What to produce – Pick every line out of the entries below that has the string "thumb", and copy it.

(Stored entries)
== Segment start ==
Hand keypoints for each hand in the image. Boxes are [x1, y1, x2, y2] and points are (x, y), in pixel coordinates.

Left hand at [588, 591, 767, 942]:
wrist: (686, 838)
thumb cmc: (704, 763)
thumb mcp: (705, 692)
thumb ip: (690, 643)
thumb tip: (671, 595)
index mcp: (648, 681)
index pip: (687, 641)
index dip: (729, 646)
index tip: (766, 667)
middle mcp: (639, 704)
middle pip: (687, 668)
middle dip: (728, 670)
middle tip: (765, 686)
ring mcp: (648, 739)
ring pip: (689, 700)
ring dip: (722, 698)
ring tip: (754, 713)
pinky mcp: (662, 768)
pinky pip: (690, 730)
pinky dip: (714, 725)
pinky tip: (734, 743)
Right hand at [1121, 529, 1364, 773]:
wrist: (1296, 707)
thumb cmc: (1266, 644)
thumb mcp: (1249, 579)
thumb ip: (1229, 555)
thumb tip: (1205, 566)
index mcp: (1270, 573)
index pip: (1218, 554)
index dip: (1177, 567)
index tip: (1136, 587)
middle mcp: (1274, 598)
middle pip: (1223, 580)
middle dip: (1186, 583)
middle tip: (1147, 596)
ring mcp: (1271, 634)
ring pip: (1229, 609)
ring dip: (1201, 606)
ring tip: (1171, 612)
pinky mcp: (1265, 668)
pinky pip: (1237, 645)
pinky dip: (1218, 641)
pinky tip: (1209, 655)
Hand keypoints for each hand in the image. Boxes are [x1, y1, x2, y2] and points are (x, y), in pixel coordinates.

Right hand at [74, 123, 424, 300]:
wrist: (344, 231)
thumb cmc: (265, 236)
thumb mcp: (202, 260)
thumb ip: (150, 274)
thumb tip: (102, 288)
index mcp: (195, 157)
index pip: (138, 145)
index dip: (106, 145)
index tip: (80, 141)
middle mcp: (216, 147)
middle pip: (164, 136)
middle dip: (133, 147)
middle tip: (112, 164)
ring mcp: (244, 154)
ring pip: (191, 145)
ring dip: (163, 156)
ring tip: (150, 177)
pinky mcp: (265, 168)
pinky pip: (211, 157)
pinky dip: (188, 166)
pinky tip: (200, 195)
== Segment end ==
Written response –
thumb cmc: (704, 763)
thumb mcp: (705, 692)
thumb ip: (690, 643)
thumb tip: (671, 595)
thumb cmc: (1266, 644)
thumb mcp: (1249, 579)
thumb ip: (1229, 555)
thumb tip: (1205, 566)
thumb cmc: (265, 236)
thumb mcp: (202, 260)
thumb ip: (150, 274)
thumb tip: (102, 288)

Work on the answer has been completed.